**Items from a dataset:**
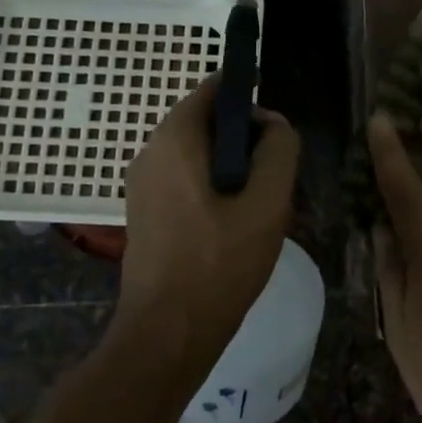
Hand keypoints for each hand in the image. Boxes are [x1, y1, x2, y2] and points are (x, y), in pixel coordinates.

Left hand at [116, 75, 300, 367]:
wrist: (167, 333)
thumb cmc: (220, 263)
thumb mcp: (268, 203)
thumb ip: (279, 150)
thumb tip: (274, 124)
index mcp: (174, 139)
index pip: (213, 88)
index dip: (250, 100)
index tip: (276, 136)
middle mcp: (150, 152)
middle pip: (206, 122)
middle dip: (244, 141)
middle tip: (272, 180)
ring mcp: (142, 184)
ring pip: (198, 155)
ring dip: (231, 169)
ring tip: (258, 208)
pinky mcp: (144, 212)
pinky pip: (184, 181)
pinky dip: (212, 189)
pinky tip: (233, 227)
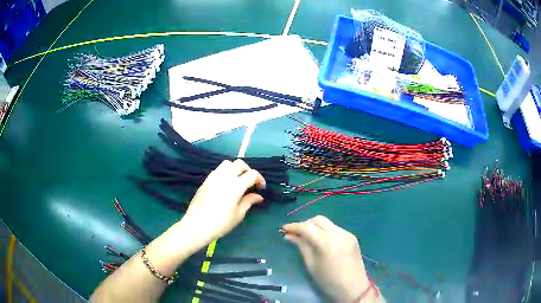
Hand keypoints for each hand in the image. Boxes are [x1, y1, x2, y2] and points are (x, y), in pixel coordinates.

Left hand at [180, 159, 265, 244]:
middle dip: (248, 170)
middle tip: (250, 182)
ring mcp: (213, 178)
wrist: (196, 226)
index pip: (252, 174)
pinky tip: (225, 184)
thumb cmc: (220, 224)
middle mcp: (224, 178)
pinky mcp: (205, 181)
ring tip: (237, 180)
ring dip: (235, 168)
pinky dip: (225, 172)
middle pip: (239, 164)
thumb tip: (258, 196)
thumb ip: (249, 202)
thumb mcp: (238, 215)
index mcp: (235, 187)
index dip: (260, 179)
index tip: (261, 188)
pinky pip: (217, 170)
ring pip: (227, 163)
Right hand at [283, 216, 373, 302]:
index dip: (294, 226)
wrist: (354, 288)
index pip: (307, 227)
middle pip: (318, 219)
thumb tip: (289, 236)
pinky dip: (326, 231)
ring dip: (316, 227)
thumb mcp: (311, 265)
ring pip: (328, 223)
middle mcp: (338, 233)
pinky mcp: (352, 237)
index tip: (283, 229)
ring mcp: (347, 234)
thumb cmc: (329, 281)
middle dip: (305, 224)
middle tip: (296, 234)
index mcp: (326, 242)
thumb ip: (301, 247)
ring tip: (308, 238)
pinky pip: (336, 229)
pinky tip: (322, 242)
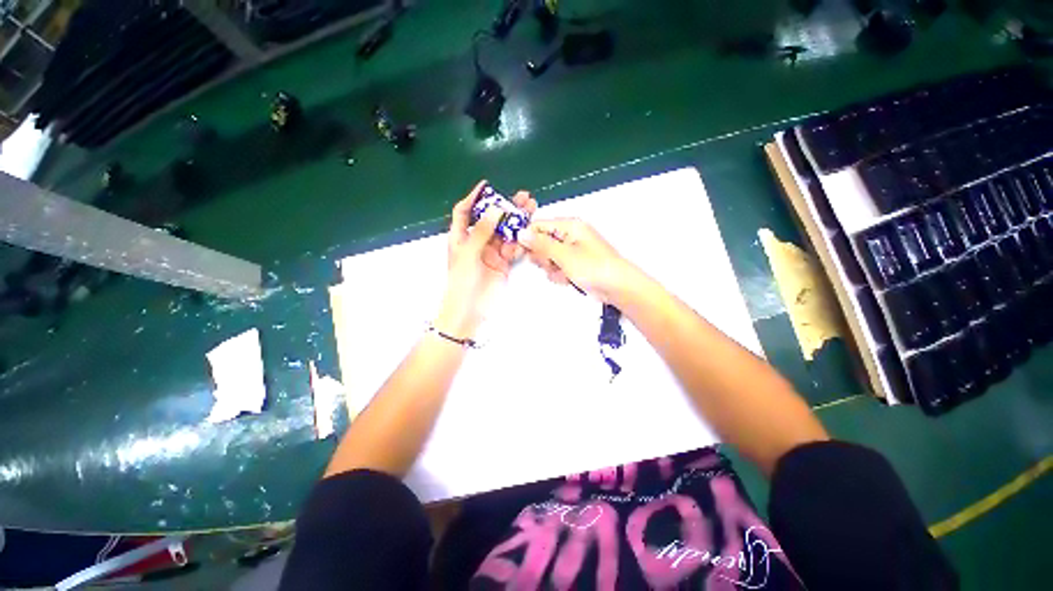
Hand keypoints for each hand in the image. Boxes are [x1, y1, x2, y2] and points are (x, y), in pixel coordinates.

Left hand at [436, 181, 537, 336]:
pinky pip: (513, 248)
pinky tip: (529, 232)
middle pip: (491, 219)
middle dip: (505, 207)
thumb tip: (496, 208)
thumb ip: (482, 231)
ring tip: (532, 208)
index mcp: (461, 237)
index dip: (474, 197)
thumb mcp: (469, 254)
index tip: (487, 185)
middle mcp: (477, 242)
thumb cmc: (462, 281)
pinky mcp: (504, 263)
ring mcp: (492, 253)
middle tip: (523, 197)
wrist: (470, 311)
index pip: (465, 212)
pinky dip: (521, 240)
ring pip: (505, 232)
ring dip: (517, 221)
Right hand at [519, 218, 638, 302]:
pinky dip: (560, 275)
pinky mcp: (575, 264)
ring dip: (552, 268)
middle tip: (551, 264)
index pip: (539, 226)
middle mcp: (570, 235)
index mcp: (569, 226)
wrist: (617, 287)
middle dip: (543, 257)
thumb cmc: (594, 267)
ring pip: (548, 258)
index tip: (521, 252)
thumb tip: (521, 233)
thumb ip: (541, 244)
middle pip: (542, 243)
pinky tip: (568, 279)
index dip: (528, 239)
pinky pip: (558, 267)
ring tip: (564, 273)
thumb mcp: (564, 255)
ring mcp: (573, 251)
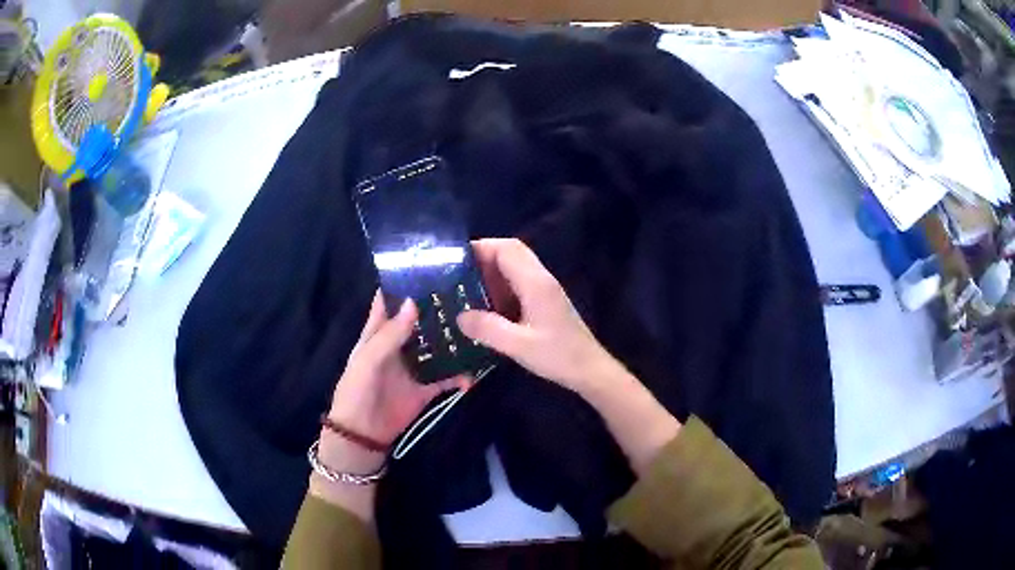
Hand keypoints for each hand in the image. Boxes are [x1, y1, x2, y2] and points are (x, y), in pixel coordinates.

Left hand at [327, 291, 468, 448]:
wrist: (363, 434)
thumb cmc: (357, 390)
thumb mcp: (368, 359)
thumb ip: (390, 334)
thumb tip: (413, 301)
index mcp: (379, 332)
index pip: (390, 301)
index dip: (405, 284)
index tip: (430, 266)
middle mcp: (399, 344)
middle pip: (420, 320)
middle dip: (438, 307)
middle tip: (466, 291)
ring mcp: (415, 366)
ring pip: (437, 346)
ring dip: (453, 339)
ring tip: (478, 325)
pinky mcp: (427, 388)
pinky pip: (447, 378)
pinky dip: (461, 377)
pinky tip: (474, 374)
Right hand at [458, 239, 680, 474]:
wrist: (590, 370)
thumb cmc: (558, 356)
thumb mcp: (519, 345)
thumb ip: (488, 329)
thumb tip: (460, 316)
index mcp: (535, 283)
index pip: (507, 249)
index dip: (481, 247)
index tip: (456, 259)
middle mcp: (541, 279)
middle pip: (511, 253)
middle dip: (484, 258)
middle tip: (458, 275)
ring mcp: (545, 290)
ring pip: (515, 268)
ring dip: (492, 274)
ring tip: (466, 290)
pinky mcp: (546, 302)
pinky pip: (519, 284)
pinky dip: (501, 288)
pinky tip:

**Work instruction:** The line containing "thumb cmc: (558, 356)" marks where to begin; copy it and every later line exactly, through the end of the data.

**Task output:**
thumb cmc: (558, 356)
thumb mcp: (519, 345)
thumb ip: (488, 329)
thumb tip: (460, 316)
index mcp: (535, 283)
index pip: (507, 249)
index dip: (481, 247)
index tip: (456, 259)
middle mcp: (541, 279)
middle pip: (511, 253)
middle dip: (484, 258)
middle tip: (458, 275)
ring mcp: (545, 290)
ring pip: (515, 268)
ring dip: (492, 274)
ring tip: (466, 290)
pinky mcp: (546, 302)
pinky pip: (519, 284)
pinky dip: (501, 288)
pinky tip:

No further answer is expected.